Reactive oxygen species are required for the hypothalamic osmoregulatory response Ronald St-Louis, Caroline Parmentier, Danièle Raison, Valérie Grange-Messent, Hélène Hardin-Pouzet Endocrinology, 2012 Free radicals, or reactive oxygen species (ROS), are highly reactive byproducts of oxygen degradation. They are well known for their cellular toxicity, but few studies have analyzed their potential role in homeostatic processes. We investigated ROS production and function during the arginine vasopressin (AVP) hypothalamic response to hyperosmolarity. Six-week-old male C3H/HeJ mice were subjected to salt loading for 2 or 8 d. The osmotic axis was progressively activated and reached a new steady-state status at 8 d as demonstrated by monitoring of plasmatic osmolality and c-Fos and AVP expression in the supraoptic nucleus (SON). Free radicals, visualized by dihydroethidine staining and measured by 2'-7'dichlorofluorescein diacetate assays, were detected after 2 d of salt loading.
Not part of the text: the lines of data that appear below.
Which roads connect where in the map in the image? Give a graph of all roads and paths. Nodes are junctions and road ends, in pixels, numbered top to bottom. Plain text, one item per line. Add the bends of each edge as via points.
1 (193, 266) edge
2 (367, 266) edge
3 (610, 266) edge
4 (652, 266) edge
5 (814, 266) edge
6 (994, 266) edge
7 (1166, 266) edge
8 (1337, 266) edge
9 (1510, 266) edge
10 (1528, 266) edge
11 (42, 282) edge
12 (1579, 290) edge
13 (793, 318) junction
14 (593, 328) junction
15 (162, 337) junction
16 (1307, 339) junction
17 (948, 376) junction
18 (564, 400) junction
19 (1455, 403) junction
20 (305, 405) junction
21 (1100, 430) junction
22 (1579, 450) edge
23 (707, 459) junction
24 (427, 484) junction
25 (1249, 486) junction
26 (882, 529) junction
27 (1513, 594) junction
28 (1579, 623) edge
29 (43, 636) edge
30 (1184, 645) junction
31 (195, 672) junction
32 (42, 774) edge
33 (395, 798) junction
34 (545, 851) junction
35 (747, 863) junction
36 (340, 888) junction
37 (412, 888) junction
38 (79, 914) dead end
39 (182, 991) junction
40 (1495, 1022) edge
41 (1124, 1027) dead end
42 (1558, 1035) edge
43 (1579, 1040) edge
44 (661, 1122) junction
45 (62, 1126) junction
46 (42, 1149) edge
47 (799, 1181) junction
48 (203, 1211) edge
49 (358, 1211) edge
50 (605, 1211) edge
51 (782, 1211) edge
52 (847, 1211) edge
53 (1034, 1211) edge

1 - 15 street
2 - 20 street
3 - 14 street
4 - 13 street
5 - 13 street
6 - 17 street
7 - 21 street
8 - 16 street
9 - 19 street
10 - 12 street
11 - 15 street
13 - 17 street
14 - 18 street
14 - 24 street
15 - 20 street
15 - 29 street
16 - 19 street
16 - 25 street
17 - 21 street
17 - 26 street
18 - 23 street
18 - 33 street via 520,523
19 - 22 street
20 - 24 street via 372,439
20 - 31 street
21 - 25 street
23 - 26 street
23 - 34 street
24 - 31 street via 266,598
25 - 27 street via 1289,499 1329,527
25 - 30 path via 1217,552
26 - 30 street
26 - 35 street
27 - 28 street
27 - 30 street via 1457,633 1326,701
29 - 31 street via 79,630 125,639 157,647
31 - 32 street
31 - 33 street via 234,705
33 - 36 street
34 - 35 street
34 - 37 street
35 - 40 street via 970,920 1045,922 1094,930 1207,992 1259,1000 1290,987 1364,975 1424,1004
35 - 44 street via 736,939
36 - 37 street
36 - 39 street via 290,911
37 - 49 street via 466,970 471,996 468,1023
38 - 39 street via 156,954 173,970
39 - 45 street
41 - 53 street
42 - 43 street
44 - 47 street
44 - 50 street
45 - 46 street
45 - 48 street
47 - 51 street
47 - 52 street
The activity and expression of superoxide dismutase 2 and catalase were concomitantly up-regulated in the SON, suggesting that free radicals are detoxified by endogenous antioxidant systems, thereby avoiding their deleterious effects. The early phase of the osmoregulatory response has been investigated using an acute hyperosmotic model; free radicals were produced 45 min after an ip injection of 1.5 m NaCl. This was followed by an increase in c-Fos and AVP expression and an increase in superoxide dismutase 2 and catalase activities. α-Lipoic acid, a ROS scavenger, administrated during the 3 d before the hypertonic ip injection, abolished the increase of AVP. These findings establish that hyperosmolarity causes ROS production in the SON, which is essential for AVP increase. This demonstrates the importance of free radicals as physiological signaling molecules in the regulation of body-fluid balance.